Dakota County is the third-most populous county in the U.S. state of Minnesota, located in the east central portion of the state. As of the 2020 census, the population was 439,882. The population of Dakota County was estimated to be 442,038 in 2021. The county seat is Hastings. Dakota County is named for the Dakota Sioux tribal bands who inhabited the area. The name is recorded as "Dahkotah" in the United States Census records until 1851. Dakota County is included in the Minneapolis–St. Paul–Bloomington, MN–WI Metropolitan Statistical Area, the sixteenth largest metropolitan area in the United States with about 3.64 million residents. The largest city in Dakota County is the city of Lakeville, the eleventh-largest city in Minnesota and sixth-largest Twin Cities suburb. The county is bordered by the Minnesota and Mississippi Rivers on the north, and the state of Wisconsin on the east.

History
The county was the site of historical events at Mendota that defined the state's future, including providing materials for the construction of Fort Snelling across the river and the signing of the Treaty of Traverse des Sioux which ceded land from the native Dakota nation for the Minnesota Territory. The county's history was initially tied to the confluence of the Mississippi and Minnesota Rivers, both strategically important for United States expansion and as the convergence of the Dakota and Ojibwe nations who regarded the site as sacred. Influence shifted westward during the post-World War II settlement boom when Interstate 35 connected the western half of the county to Minneapolis and Saint Paul and bedroom communities grew. Most work outside the county but like many metro counties, Dakota continues to absorb industry and jobs from the core cities.
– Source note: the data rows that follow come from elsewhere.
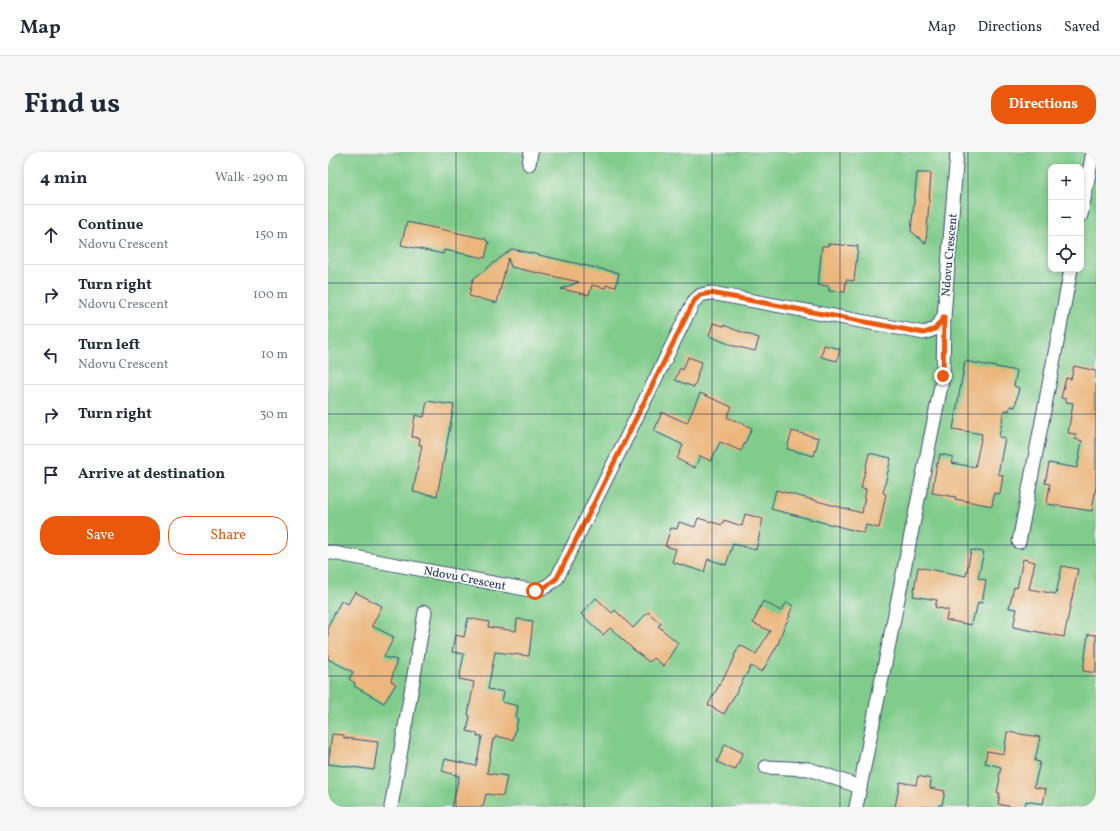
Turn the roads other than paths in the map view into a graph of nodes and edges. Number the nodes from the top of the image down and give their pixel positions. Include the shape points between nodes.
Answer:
1 (957, 152) edge
2 (1093, 152) edge
3 (1084, 200) edge
4 (1070, 272) edge
5 (944, 317) junction
6 (1020, 542) dead end
7 (328, 552) edge
8 (425, 612) dead end
9 (766, 767) dead end
10 (860, 787) junction
11 (391, 807) edge
12 (856, 807) edge

1 - 5 street, Ndovu Crescent
2 - 3 street
4 - 6 street
5 - 7 street, Ndovu Crescent via 935,329 924,333 711,293 700,295 694,301 557,578 535,591
5 - 10 street via 943,376
8 - 11 street
9 - 10 street via 809,769
10 - 12 street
In the 1600s, Mdewakanton Dakota fled their ancestral home of Mille Lacs Lake in northern Minnesota in response to westward expansion of the Ojibwe nation. According to Dakota tradition, their ancestors pushed out the Iowa who were found settled at the mouth of the Minnesota River. In 1680, the Mdewakanton Dakota were contacted by French explorer Daniel Greysolon, Sieur du Lhut, and the Mendota (mdo-TE) band of the Mdewakanton south of the Minnesota River were contacted by Joseph Nicollet in the 18th century. While Taoyateduta (a.k.a. Little Crow) led the Mendota in northern Dakota County, upstream to the southwest, Chief Black Dog established his village of 600 people around 1750 at the isthmus between Black Dog Lake (which is named after him) and the Minnesota River, near the present site of the Black Dog Power Plant.
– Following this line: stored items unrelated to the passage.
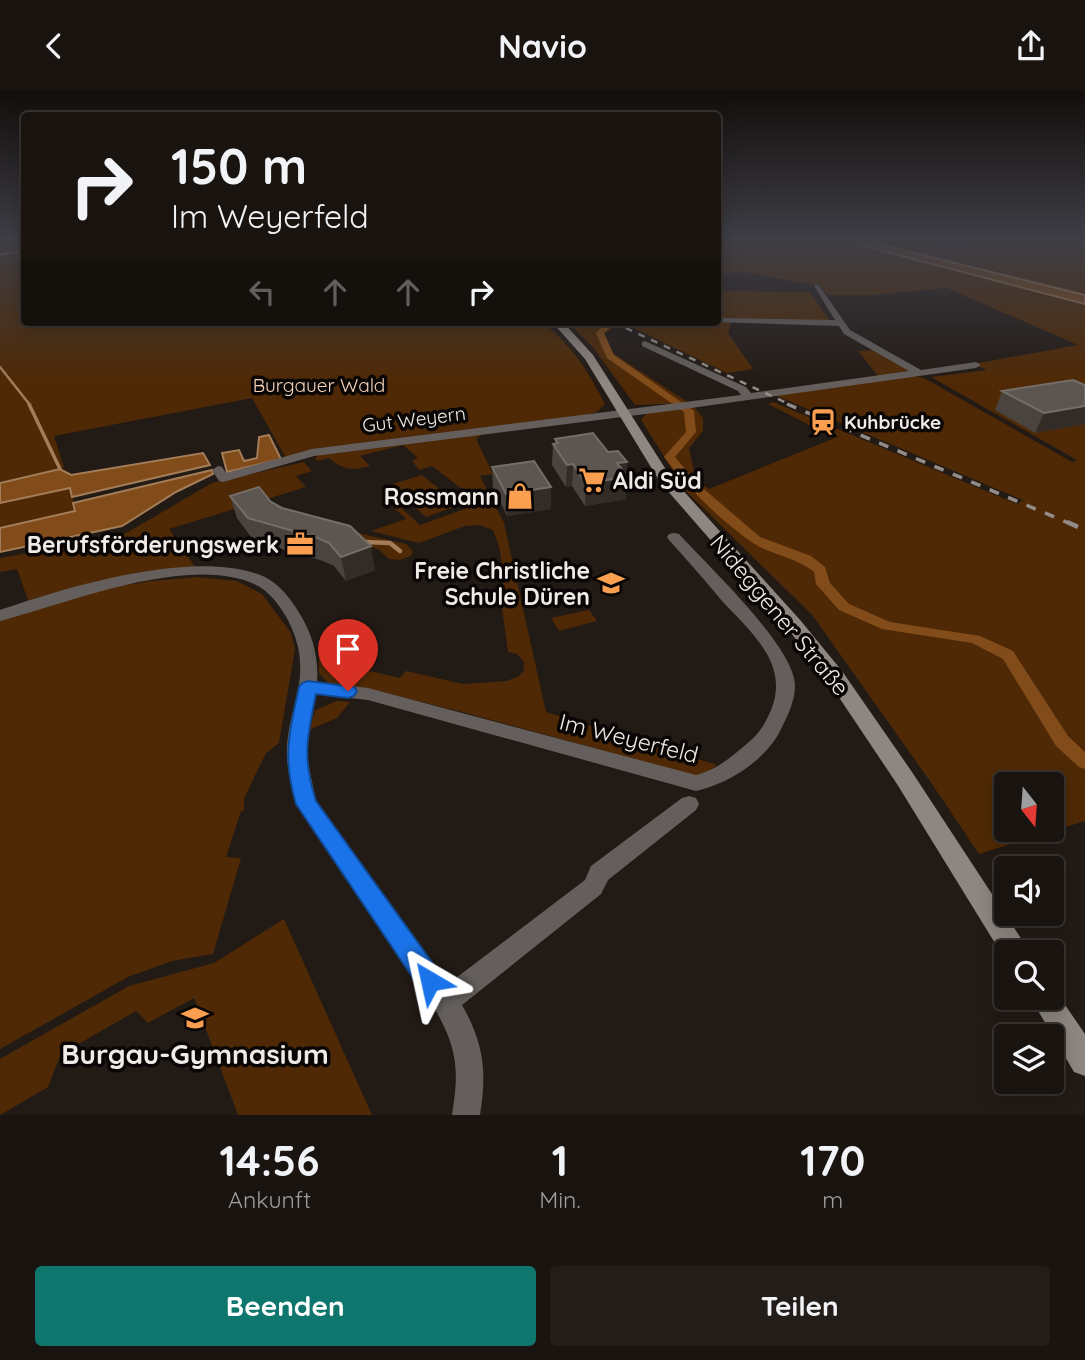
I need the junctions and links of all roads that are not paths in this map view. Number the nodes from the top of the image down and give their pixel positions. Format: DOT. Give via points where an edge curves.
graph roads {
  1 [pos="818,286"];
  2 [pos="721,321"];
  3 [pos="839,323"];
  4 [pos="561,326"];
  5 [pos="645,344"];
  6 [pos="976,365"];
  7 [pos="919,373"];
  8 [pos="747,396"];
  9 [pos="622,412"];
  10 [pos="218,470"];
  11 [pos="674,537"];
  12 [pos="0,616"];
  13 [pos="308,687"];
  14 [pos="689,804"];
  15 [pos="1008,940"];
  16 [pos="445,1002"];
  17 [pos="1052,1010"];
  18 [pos="1085,1061"];
  19 [pos="466,1115"];
  1 -- 3 [label="street"];
  2 -- 3 [label="street"];
  3 -- 7 [label="street"];
  4 -- 9 [label="main road, Nideggener Straße" via="588,354"];
  5 -- 8 [label="street" via="742,389"];
  6 -- 7 [label="street"];
  7 -- 8 [label="street"];
  8 -- 9 [label="street"];
  9 -- 10 [label="street, Gut Weyern" via="312,453 222,478"];
  9 -- 15 [label="main road, Nideggener Straße" via="674,491 835,675"];
  11 -- 13 [label="street, Im Weyerfeld" via="770,643 785,672 784,705 766,739 708,781 696,783 368,694"];
  12 -- 13 [label="street" via="55,596 152,576 242,574 271,589 300,628 307,646"];
  13 -- 16 [label="street" via="296,746 307,804"];
  14 -- 16 [label="street" via="599,873 593,887"];
  16 -- 19 [label="street" via="465,1034 471,1060"];
  17 -- 18 [label="main road"];
}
Following the published expeditions of explorers, in 1805, Zebulon Pike negotiated for military territory with the Mendota band which included land in Dakota County at the Mississippi River confluences with the Minnesota and St. Croix Rivers. In 1819, on what is now Picnic Island on the south bank of the Minnesota River, Colonel Henry Leavenworth built a stockade fort called "St. Peter's Cantonment" or "New Hope," where materials were assembled for the construction of Fort Snelling to be built on the bluff on the north bank. Permanent settlement on the island was impossible due to annual flooding. Alexis Bailey built some log buildings nearby to trade in furs in 1826. Henry Hastings Sibley later built the first stone house in Minnesota in 1836, overlooking Fort Snelling. Sibley was a partner in the American Fur Company, and considerable fur trade occurred at Mendota due to the accessibility of the confluence.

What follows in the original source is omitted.